In re Amendments to Florida Probate Rules — Florida Supreme Court adopts housekeeping amendments to 40+ probate rules, effective October 1, 2026

Case
In Re: Amendments to Florida Probate Rules
Court
Supreme Court of Florida
Date Decided
June 25, 2026
Docket No.
SC2025-1478
Topics
Probate Rules, Court Rules Amendment, Guardianship, Florida Procedure

Background

The Florida Bar’s Probate Rules Committee petitioned the Florida Supreme Court to amend more than forty Florida Probate Rules governing estates, guardianships, and related proceedings. The proposed amendments arose primarily from the court’s 2025 adoption of new titles for two foundational Rules of General Practice and Judicial Administration: rule 2.516, formerly titled “Service of Pleadings and Documents,” was renamed “Service,” and rule 2.525, formerly titled “Electronic Filing,” was renamed “Filing.” See In re Amends. to Fla. Rules of Gen. Prac. & Jud. Admin., 416 So. 3d 242 (Fla. 2025). Because probate rules throughout the Florida Rules of Probate Procedure cross-referenced those rules by their old titles, a coordinated update was necessary to keep the rules internally consistent.

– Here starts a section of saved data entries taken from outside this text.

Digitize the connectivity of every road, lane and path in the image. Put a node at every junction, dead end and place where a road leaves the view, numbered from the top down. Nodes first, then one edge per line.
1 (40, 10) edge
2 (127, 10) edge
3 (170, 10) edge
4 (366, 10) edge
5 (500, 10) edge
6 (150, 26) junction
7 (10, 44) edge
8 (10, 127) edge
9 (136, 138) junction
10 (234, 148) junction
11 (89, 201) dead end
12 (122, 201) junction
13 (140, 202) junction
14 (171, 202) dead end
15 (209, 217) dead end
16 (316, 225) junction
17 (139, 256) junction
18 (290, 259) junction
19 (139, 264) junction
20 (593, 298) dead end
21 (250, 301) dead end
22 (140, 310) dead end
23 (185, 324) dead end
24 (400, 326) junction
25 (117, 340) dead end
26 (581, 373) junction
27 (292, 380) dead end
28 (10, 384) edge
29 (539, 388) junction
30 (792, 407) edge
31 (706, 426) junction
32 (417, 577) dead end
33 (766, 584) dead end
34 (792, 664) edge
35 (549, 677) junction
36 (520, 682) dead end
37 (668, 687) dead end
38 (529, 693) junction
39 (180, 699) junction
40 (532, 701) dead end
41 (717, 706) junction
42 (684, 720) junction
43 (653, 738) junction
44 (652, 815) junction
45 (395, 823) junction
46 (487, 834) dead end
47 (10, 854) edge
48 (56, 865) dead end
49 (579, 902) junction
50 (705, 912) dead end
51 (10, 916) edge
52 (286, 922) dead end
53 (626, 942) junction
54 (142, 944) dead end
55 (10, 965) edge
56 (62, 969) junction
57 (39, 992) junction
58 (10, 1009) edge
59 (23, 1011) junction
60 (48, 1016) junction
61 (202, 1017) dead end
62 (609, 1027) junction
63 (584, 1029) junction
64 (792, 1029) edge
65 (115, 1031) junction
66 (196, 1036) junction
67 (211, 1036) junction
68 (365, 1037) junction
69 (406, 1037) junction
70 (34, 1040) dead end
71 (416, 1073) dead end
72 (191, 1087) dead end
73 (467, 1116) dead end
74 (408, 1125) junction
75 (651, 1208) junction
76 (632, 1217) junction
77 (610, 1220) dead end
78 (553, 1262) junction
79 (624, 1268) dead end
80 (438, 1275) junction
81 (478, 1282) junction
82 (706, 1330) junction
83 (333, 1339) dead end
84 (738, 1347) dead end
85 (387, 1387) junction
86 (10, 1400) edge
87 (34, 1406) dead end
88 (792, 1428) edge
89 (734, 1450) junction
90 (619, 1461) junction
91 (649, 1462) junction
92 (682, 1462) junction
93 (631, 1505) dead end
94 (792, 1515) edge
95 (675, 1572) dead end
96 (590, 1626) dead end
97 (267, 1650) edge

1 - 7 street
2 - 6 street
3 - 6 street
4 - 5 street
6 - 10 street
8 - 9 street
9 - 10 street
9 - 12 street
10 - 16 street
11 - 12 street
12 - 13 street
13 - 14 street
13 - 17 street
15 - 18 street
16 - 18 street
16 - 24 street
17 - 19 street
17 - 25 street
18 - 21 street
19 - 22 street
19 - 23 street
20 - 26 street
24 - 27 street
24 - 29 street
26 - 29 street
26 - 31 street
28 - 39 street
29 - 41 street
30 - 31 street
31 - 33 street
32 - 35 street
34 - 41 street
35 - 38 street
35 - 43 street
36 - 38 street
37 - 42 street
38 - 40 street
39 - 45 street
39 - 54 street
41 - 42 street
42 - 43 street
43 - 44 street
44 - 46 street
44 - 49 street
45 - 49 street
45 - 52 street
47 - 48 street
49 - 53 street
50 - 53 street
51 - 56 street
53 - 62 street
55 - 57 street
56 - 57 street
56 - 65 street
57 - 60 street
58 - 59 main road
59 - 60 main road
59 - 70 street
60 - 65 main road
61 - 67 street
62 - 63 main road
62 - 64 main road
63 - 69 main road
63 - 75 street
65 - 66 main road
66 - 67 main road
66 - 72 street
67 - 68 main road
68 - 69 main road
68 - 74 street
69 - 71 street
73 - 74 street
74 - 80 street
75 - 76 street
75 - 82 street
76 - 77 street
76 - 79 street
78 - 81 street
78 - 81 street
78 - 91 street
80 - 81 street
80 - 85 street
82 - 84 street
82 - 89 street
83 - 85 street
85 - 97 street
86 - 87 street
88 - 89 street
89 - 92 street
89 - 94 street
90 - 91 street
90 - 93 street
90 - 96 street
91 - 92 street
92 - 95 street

The court and the Committee published the proposed amendments for public comment; no comments were received. The petition came within the court’s rule-making jurisdiction under Article V, Section 2(a) of the Florida Constitution and Florida Rule of General Practice and Judicial Administration 2.140(b).

The Court’s Holding

The Florida Supreme Court, per curiam with all seven justices concurring, adopted the proposed amendments as reflected in the appendix to its opinion. The primary substantive change across all affected rules is the update of cross-references to rules 2.516 and 2.525 to reflect their current titles, and the addition of “and protection of” to references to rule 2.420 to match that rule’s correct title. See In re Amends. to Fla. Rule of Jud. Admin. 2.420, 153 So. 3d 896 (Fla. 2014).

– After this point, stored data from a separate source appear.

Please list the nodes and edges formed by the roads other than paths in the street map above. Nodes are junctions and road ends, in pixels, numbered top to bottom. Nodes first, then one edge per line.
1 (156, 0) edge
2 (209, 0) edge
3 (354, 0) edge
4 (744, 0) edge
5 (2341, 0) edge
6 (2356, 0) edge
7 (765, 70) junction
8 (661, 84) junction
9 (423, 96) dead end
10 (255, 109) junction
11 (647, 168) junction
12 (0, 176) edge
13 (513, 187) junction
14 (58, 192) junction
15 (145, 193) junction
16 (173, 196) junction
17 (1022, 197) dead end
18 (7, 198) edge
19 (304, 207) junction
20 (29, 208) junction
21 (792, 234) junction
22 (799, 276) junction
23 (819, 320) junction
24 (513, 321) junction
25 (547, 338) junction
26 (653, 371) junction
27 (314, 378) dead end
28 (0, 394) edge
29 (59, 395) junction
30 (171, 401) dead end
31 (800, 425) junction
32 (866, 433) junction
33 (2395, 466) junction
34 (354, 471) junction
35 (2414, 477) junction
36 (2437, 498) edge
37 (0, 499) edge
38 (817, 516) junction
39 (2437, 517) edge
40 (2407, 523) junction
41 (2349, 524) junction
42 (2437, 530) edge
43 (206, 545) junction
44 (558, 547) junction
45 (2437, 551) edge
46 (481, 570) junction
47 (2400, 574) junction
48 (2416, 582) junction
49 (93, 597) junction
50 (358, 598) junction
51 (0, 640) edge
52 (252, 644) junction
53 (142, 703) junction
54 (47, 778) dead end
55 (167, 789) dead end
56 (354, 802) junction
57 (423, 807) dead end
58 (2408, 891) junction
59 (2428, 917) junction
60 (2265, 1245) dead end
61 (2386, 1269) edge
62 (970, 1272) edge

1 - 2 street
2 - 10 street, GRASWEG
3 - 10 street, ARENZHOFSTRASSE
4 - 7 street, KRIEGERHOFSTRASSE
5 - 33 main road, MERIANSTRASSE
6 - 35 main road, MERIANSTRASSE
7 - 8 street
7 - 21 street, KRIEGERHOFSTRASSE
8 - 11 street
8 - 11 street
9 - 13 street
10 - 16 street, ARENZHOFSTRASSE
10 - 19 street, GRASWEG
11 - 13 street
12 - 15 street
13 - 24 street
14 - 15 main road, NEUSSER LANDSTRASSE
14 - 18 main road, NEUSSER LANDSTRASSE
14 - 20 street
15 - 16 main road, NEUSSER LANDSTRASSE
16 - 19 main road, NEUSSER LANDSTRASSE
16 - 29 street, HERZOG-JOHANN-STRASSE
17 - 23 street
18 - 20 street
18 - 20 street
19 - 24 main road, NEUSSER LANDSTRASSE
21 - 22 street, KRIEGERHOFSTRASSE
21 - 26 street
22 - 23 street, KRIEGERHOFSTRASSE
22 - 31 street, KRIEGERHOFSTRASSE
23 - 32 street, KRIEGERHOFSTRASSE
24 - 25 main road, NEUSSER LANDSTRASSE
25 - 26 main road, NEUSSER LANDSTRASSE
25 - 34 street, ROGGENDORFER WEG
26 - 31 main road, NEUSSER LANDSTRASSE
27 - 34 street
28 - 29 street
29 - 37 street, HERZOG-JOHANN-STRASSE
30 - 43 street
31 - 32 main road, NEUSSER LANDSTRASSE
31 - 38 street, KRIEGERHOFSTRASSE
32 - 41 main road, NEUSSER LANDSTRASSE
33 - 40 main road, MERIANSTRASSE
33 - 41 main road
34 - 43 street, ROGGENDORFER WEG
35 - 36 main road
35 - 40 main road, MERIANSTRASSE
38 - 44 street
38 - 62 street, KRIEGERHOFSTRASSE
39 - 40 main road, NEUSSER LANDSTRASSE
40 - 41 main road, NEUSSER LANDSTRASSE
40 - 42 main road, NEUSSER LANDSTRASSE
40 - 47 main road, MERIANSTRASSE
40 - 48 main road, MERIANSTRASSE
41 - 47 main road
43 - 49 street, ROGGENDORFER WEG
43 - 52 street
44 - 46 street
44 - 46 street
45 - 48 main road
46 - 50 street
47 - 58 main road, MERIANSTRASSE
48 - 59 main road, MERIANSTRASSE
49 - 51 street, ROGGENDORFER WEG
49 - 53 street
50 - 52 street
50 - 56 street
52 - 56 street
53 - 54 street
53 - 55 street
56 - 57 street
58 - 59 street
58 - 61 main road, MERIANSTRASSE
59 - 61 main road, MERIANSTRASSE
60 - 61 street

In addition to the title-conforming changes, the court adopted grammatical modernizations throughout the affected rules replacing the word “shall” with “must” in mandatory directives, consistent with the Florida Supreme Court’s Guidelines for Rules Submissions, Administrative Order AOSC22-78 (Oct. 24, 2022). Several individual rules also received targeted structural reorganization — for example, rule 5.041 was divided into three labeled subdivisions and rule 5.355 was restructured into subdivisions with a reorganized introduction — while their substantive requirements remained unchanged. The amendments take effect October 1, 2026, at 12:01 a.m., and the filing of a motion for rehearing does not alter that effective date.

Key Takeaways

  • Cross-references to Fla. R. Gen. Prac. & Jud. Admin. 2.516 and 2.525 throughout the Florida Probate Rules now reflect those rules’ current titles (“Service” and “Filing,” respectively), eliminating stale references to their prior titles.
  • The word “shall” has been replaced with “must” throughout the amended rules to conform to Florida’s court-rule drafting guidelines — a drafting convention change with no effect on substantive obligations.
  • Several rules (e.g., 5.041, 5.120, 5.355) were reorganized into numbered or lettered subdivisions for clarity, but without altering any substantive procedural requirements.
  • All amendments become effective October 1, 2026, at 12:01 a.m.; a rehearing motion does not postpone that date.

Why It Matters

For probate and guardianship practitioners in Florida, these amendments are largely technical and require no change in practice. However, attorneys who cite the Florida Probate Rules in pleadings, motions, or briefs — particularly when referencing service or filing requirements — should update any templates or form filings that cross-reference rules 2.516 or 2.525 by their former titles to avoid any argument that a citation is deficient after October 1, 2026.

The opinion also reflects the Florida Supreme Court’s ongoing effort to modernize mandatory rule language from “shall” to “must,” a convention now standard across Florida’s court rules. Practitioners should expect similar housekeeping amendments in other rule sets as the court continues to implement Administrative Order AOSC22-78 across the full body of Florida procedural rules.